§ Instructions for the task
The lines to copy are those in the listing below that contain the word "edge".

§ Data shown

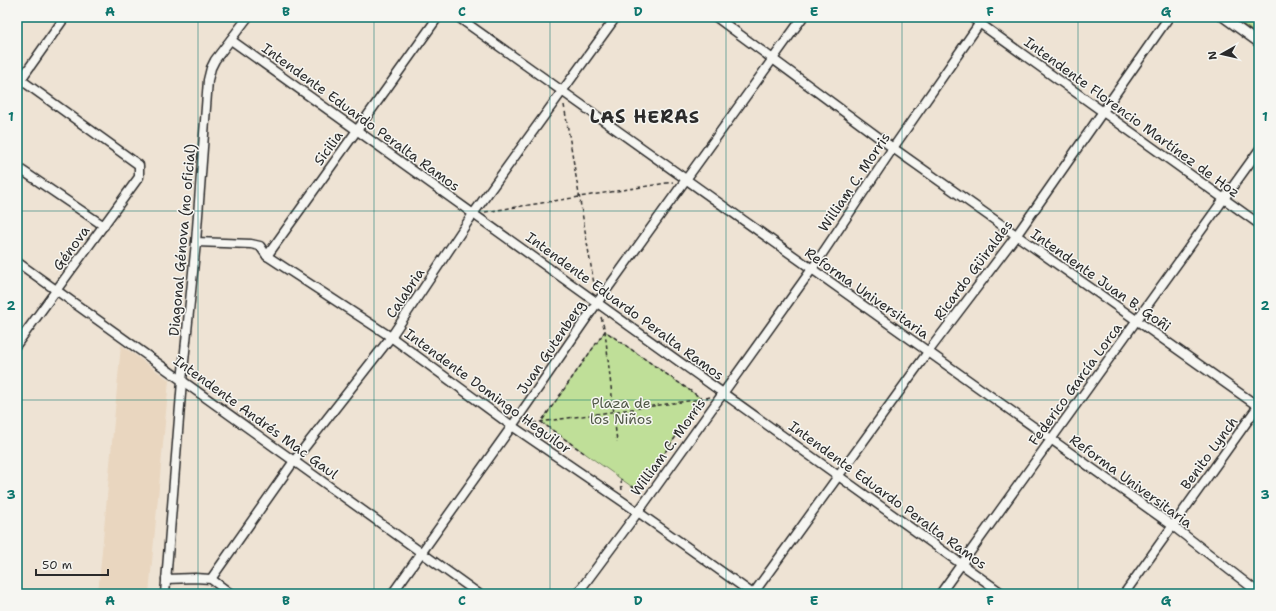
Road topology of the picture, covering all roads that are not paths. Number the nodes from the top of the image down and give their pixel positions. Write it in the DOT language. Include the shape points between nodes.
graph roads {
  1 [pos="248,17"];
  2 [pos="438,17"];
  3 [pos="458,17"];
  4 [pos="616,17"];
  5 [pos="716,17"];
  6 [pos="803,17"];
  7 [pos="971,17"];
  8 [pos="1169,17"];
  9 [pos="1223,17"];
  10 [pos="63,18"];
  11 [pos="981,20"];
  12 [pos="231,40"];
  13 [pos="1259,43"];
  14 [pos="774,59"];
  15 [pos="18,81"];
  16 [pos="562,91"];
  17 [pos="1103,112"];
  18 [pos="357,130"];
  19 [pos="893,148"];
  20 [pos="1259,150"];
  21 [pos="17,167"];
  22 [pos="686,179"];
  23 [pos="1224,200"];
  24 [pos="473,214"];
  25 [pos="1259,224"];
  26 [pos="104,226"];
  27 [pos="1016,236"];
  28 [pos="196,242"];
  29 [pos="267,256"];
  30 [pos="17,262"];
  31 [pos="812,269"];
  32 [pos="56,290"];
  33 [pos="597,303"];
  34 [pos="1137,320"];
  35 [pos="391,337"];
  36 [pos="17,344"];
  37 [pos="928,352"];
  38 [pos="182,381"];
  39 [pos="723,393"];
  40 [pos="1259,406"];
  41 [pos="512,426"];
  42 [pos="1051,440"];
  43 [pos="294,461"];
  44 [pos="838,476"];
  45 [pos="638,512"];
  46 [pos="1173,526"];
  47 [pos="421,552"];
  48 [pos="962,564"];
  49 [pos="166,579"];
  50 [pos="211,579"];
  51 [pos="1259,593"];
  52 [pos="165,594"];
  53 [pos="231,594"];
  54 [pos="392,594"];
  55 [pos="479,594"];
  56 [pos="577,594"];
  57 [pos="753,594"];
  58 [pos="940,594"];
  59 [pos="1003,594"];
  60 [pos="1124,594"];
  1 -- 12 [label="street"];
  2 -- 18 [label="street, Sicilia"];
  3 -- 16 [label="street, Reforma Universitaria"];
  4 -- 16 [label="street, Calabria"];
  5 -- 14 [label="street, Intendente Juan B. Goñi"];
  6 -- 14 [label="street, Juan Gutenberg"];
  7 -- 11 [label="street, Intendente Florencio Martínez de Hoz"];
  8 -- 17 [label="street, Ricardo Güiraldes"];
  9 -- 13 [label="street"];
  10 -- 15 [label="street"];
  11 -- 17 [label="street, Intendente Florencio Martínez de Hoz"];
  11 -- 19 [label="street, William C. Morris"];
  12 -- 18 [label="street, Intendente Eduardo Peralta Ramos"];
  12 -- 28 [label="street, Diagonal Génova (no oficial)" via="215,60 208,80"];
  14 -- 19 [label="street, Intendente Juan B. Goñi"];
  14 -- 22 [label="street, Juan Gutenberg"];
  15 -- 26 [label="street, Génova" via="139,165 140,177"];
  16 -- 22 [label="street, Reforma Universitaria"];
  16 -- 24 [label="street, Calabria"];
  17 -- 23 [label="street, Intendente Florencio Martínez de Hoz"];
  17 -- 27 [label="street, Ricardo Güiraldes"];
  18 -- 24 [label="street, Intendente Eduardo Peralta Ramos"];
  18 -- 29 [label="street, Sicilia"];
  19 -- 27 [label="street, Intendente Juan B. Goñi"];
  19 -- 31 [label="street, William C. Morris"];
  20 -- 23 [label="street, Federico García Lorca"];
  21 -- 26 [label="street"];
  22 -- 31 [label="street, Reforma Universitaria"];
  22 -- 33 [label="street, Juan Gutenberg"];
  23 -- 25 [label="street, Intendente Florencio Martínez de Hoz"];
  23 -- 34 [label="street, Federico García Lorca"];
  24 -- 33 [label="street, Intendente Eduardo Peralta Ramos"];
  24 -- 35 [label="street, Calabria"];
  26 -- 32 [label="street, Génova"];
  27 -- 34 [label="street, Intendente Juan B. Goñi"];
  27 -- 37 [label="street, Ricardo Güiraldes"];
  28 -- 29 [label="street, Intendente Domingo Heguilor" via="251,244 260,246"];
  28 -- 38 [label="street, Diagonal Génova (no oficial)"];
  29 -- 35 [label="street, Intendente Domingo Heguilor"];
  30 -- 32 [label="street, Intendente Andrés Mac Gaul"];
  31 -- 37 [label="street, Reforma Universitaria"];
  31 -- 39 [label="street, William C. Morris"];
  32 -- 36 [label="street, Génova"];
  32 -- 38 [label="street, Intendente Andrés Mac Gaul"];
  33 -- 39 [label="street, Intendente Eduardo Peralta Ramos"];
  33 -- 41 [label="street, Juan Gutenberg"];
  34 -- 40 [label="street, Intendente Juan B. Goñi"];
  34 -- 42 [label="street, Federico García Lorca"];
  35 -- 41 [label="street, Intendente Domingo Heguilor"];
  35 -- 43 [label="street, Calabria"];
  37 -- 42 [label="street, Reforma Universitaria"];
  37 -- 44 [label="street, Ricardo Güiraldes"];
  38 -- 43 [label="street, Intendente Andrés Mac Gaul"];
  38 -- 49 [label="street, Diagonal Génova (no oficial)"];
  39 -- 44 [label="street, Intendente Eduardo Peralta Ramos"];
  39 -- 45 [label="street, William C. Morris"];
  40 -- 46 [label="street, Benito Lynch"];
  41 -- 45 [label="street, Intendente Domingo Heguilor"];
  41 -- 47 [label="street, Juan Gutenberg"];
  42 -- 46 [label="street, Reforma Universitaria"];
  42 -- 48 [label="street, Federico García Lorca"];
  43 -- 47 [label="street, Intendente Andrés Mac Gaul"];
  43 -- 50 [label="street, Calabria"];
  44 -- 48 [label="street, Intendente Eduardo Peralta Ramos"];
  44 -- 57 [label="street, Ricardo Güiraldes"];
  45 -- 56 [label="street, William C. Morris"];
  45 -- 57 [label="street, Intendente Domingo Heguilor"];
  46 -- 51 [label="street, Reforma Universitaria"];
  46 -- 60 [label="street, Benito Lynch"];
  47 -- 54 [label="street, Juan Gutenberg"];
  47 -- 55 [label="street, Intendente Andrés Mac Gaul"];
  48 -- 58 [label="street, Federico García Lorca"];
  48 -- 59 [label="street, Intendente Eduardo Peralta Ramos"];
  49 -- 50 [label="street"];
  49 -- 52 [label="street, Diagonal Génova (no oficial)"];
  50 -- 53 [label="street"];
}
...
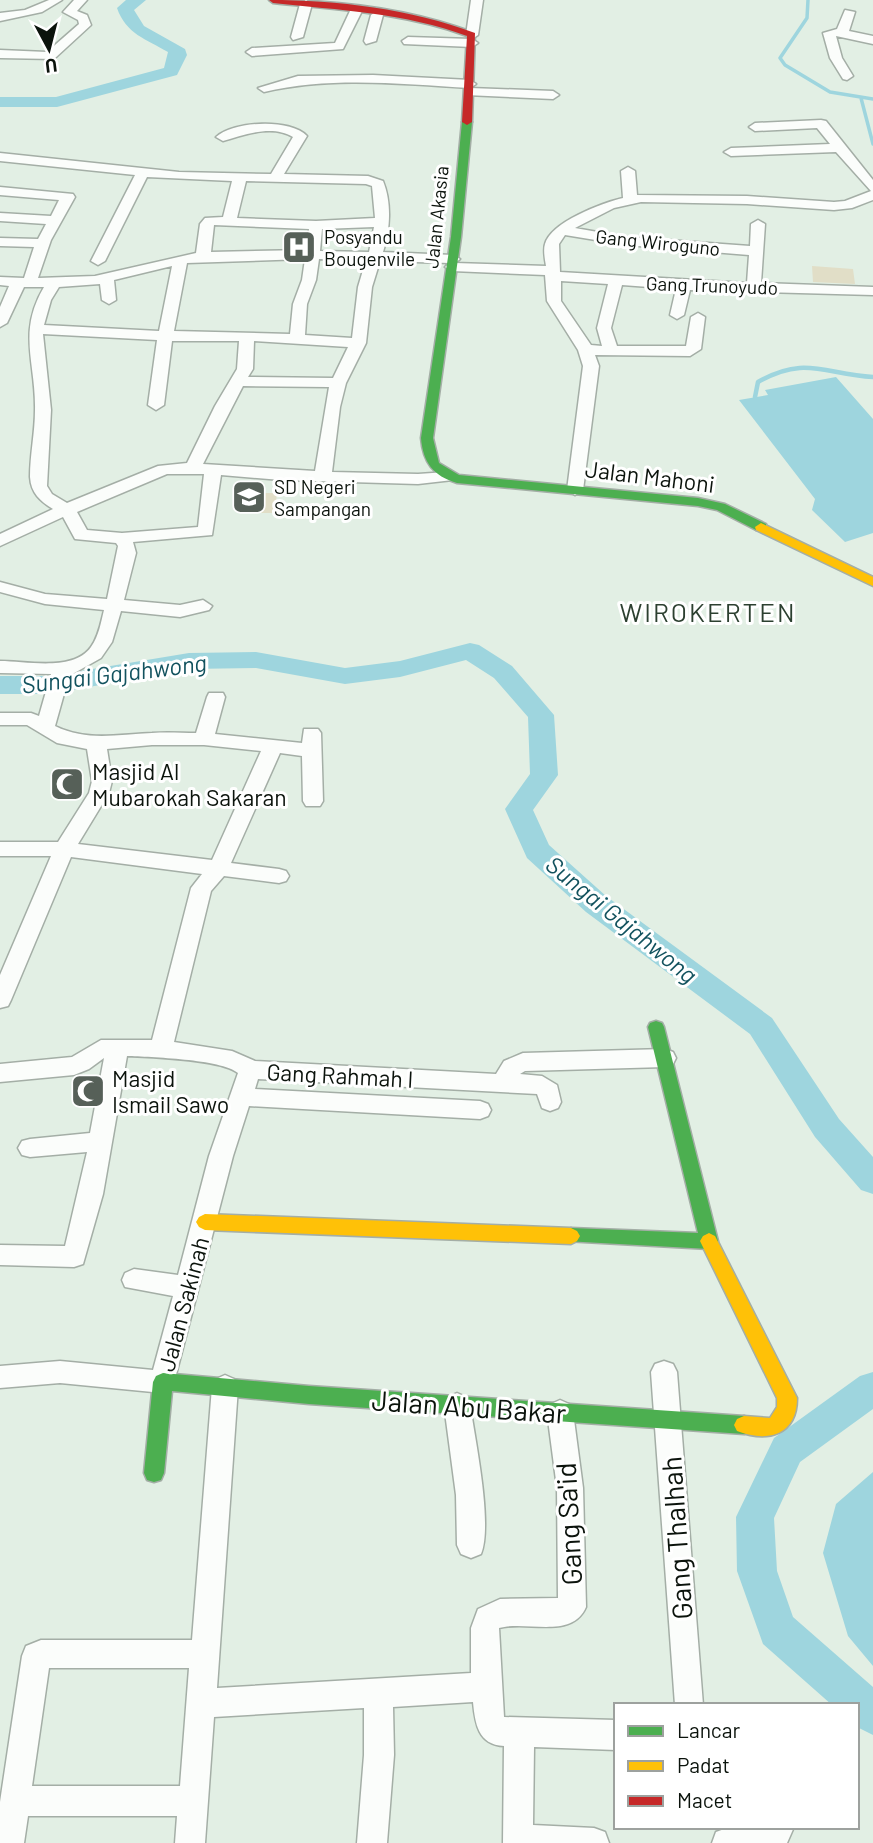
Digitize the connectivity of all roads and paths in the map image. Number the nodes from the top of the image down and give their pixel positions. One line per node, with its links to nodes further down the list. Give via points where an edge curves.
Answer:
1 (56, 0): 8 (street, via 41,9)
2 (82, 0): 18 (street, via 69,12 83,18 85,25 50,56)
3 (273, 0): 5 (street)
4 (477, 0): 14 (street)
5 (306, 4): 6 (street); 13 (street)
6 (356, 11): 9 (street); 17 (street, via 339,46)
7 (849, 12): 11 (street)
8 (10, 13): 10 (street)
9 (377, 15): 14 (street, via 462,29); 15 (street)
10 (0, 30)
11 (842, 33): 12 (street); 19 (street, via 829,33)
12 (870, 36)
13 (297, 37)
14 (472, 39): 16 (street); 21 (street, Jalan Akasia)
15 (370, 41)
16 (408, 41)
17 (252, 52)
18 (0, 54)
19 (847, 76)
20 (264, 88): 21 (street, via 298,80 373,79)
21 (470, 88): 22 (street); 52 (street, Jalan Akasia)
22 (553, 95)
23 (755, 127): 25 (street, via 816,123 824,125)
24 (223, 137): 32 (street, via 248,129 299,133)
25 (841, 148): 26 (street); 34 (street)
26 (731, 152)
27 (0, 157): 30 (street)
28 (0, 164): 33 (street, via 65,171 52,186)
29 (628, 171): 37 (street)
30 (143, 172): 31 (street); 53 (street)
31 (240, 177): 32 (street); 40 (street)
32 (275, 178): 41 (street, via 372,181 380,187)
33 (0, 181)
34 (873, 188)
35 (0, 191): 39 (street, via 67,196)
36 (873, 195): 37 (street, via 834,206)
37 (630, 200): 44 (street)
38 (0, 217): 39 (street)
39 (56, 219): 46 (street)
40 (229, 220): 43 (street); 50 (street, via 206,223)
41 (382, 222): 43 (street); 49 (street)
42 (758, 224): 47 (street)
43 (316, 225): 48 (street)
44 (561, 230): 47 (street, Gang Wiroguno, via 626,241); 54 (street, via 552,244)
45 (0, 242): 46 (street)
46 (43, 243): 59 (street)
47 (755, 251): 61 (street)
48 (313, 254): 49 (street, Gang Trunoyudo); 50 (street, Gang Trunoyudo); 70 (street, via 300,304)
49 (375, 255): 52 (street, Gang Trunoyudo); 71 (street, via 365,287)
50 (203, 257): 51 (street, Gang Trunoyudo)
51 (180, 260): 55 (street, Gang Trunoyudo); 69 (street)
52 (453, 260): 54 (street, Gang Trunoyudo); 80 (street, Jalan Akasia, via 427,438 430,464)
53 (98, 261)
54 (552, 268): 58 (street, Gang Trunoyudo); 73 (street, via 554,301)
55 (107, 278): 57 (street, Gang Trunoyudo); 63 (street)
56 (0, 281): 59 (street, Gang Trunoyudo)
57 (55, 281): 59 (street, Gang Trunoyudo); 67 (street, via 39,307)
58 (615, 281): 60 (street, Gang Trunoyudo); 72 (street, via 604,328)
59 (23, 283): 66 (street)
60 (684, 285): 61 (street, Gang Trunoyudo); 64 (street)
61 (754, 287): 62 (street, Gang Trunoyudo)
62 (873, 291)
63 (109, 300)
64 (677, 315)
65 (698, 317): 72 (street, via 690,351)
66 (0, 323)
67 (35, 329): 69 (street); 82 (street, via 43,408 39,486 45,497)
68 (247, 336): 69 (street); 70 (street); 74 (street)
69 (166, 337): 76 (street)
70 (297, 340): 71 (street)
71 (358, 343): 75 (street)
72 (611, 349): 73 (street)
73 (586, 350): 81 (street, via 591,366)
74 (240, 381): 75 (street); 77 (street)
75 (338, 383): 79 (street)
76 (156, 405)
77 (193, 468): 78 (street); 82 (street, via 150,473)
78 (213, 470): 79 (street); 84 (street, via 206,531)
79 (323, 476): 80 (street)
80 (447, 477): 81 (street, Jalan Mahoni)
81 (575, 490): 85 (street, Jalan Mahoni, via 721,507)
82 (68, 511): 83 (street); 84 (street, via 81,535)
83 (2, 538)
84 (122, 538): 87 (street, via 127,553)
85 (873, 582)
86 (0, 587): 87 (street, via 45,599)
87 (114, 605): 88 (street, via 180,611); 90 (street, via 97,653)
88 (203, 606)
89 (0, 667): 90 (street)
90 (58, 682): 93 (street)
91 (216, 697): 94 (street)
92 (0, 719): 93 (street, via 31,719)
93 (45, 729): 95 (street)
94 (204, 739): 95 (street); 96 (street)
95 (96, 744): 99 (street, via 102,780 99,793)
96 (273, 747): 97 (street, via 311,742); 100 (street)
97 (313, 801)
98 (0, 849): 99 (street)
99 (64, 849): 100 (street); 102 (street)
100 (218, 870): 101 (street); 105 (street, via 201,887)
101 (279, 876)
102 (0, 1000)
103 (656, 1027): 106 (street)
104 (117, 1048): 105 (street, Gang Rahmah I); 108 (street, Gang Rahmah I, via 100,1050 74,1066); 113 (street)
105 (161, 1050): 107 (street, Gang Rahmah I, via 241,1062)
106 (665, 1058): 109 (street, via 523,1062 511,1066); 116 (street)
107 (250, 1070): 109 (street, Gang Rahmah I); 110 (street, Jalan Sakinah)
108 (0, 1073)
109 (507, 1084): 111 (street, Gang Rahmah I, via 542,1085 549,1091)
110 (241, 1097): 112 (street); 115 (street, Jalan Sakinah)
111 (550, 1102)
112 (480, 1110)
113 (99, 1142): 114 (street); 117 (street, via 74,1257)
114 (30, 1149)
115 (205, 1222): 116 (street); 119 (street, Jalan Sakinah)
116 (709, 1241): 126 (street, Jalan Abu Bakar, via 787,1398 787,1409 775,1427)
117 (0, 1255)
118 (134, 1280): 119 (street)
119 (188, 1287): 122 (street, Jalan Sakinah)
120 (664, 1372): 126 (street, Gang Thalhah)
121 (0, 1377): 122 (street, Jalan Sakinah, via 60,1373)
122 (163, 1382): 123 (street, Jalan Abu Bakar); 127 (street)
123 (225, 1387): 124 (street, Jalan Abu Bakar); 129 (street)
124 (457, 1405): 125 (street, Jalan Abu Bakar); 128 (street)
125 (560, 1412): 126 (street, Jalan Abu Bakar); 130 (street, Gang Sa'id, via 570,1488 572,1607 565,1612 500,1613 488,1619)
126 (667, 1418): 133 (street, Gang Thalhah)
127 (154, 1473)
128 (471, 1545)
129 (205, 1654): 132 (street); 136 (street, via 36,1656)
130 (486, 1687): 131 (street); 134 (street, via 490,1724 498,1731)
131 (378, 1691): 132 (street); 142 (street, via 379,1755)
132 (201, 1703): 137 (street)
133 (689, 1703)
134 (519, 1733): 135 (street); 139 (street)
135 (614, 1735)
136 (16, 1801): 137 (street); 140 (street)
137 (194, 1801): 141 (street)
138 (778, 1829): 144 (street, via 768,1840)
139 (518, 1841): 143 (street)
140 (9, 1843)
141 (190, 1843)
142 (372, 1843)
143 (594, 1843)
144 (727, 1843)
==
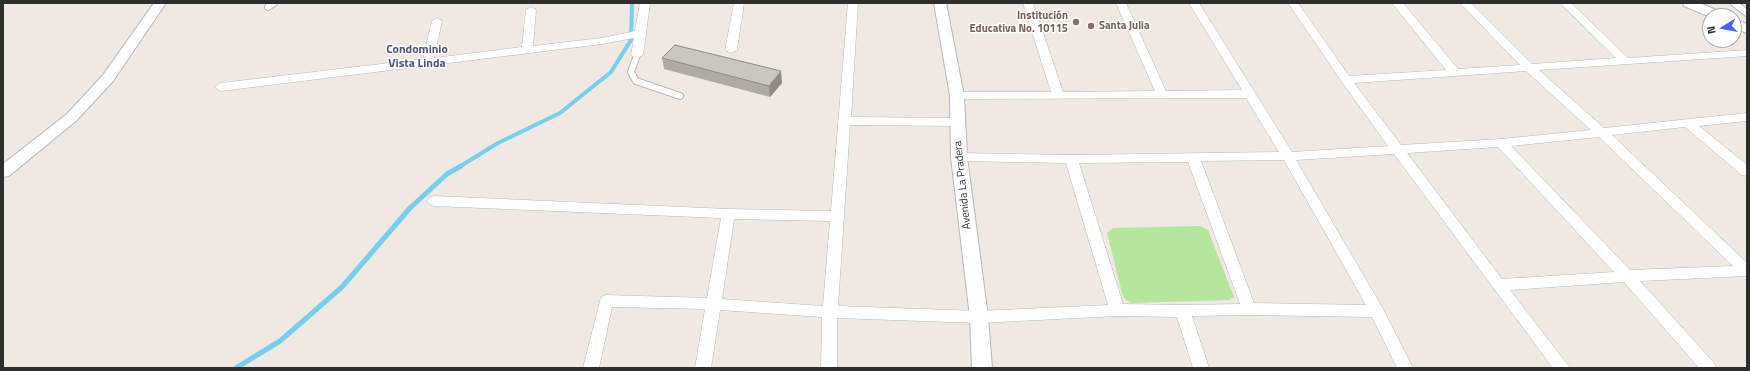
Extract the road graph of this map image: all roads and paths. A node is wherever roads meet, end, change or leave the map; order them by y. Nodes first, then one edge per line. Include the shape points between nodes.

§ Output for this exercise
Digitize the connectivity of all roads and paths in the map image. Number the nodes from the top of the image down and give their pixel positions. One line per node, with its links to nodes further down the list. Give via points where an edge curves.
Extract the road graph of this map image: all roads and paths. A node is wherever roads meet, end, change or leave the map; order them by y. Nodes first, then one edge per line. Include the shape points between nodes.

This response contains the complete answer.